* _Problem to solve_: Please provide the entries below again, word for word.
=== Section Start ===
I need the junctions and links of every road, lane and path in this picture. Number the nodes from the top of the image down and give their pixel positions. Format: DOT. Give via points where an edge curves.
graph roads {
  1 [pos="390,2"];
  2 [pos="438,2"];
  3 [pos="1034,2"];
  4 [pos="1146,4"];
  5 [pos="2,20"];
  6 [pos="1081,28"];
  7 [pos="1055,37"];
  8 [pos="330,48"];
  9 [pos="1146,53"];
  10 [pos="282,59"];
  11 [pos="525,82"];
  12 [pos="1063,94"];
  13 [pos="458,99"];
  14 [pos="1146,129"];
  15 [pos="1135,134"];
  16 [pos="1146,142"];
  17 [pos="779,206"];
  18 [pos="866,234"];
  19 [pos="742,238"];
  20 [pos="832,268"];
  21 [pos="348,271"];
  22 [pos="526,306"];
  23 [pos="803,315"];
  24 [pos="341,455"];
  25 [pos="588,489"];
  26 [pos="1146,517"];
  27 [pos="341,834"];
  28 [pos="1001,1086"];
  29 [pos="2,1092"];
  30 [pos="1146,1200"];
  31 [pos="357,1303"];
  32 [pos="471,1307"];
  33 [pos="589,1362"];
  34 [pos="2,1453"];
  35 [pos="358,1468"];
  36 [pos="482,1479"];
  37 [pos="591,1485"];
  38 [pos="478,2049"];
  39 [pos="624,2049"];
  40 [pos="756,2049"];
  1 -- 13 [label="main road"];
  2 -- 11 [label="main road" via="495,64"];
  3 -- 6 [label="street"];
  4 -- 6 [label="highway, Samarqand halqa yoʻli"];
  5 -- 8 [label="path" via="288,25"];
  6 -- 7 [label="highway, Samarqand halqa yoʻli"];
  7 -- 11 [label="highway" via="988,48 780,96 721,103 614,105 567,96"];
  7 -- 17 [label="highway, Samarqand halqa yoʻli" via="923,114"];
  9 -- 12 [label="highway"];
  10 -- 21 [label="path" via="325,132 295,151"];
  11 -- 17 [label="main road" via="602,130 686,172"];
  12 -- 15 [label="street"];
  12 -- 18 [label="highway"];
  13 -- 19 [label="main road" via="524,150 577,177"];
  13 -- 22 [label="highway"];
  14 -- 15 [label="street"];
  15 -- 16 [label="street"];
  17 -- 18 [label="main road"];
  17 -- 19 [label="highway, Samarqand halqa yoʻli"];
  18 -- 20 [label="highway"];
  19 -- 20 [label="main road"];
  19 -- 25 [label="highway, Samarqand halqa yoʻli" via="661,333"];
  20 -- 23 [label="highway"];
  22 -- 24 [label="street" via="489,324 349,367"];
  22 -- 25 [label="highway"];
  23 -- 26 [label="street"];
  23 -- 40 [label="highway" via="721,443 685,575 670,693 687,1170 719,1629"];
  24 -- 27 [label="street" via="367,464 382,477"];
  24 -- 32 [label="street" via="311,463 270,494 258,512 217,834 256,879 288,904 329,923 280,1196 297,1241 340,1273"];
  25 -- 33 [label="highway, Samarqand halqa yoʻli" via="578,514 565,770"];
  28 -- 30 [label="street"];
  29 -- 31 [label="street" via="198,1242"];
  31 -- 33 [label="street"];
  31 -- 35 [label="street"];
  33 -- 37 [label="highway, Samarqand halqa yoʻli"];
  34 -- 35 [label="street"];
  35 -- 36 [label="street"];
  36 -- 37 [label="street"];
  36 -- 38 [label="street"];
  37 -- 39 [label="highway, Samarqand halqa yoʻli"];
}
=== Section End ===
* _Expected output_:
I need the junctions and links of every road, lane and path in this picture. Number the nodes from the top of the image down and give their pixel positions. Format: DOT. Give via points where an edge curves.
graph roads {
  1 [pos="390,2"];
  2 [pos="438,2"];
  3 [pos="1034,2"];
  4 [pos="1146,4"];
  5 [pos="2,20"];
  6 [pos="1081,28"];
  7 [pos="1055,37"];
  8 [pos="330,48"];
  9 [pos="1146,53"];
  10 [pos="282,59"];
  11 [pos="525,82"];
  12 [pos="1063,94"];
  13 [pos="458,99"];
  14 [pos="1146,129"];
  15 [pos="1135,134"];
  16 [pos="1146,142"];
  17 [pos="779,206"];
  18 [pos="866,234"];
  19 [pos="742,238"];
  20 [pos="832,268"];
  21 [pos="348,271"];
  22 [pos="526,306"];
  23 [pos="803,315"];
  24 [pos="341,455"];
  25 [pos="588,489"];
  26 [pos="1146,517"];
  27 [pos="341,834"];
  28 [pos="1001,1086"];
  29 [pos="2,1092"];
  30 [pos="1146,1200"];
  31 [pos="357,1303"];
  32 [pos="471,1307"];
  33 [pos="589,1362"];
  34 [pos="2,1453"];
  35 [pos="358,1468"];
  36 [pos="482,1479"];
  37 [pos="591,1485"];
  38 [pos="478,2049"];
  39 [pos="624,2049"];
  40 [pos="756,2049"];
  1 -- 13 [label="main road"];
  2 -- 11 [label="main road" via="495,64"];
  3 -- 6 [label="street"];
  4 -- 6 [label="highway, Samarqand halqa yoʻli"];
  5 -- 8 [label="path" via="288,25"];
  6 -- 7 [label="highway, Samarqand halqa yoʻli"];
  7 -- 11 [label="highway" via="988,48 780,96 721,103 614,105 567,96"];
  7 -- 17 [label="highway, Samarqand halqa yoʻli" via="923,114"];
  9 -- 12 [label="highway"];
  10 -- 21 [label="path" via="325,132 295,151"];
  11 -- 17 [label="main road" via="602,130 686,172"];
  12 -- 15 [label="street"];
  12 -- 18 [label="highway"];
  13 -- 19 [label="main road" via="524,150 577,177"];
  13 -- 22 [label="highway"];
  14 -- 15 [label="street"];
  15 -- 16 [label="street"];
  17 -- 18 [label="main road"];
  17 -- 19 [label="highway, Samarqand halqa yoʻli"];
  18 -- 20 [label="highway"];
  19 -- 20 [label="main road"];
  19 -- 25 [label="highway, Samarqand halqa yoʻli" via="661,333"];
  20 -- 23 [label="highway"];
  22 -- 24 [label="street" via="489,324 349,367"];
  22 -- 25 [label="highway"];
  23 -- 26 [label="street"];
  23 -- 40 [label="highway" via="721,443 685,575 670,693 687,1170 719,1629"];
  24 -- 27 [label="street" via="367,464 382,477"];
  24 -- 32 [label="street" via="311,463 270,494 258,512 217,834 256,879 288,904 329,923 280,1196 297,1241 340,1273"];
  25 -- 33 [label="highway, Samarqand halqa yoʻli" via="578,514 565,770"];
  28 -- 30 [label="street"];
  29 -- 31 [label="street" via="198,1242"];
  31 -- 33 [label="street"];
  31 -- 35 [label="street"];
  33 -- 37 [label="highway, Samarqand halqa yoʻli"];
  34 -- 35 [label="street"];
  35 -- 36 [label="street"];
  36 -- 37 [label="street"];
  36 -- 38 [label="street"];
  37 -- 39 [label="highway, Samarqand halqa yoʻli"];
}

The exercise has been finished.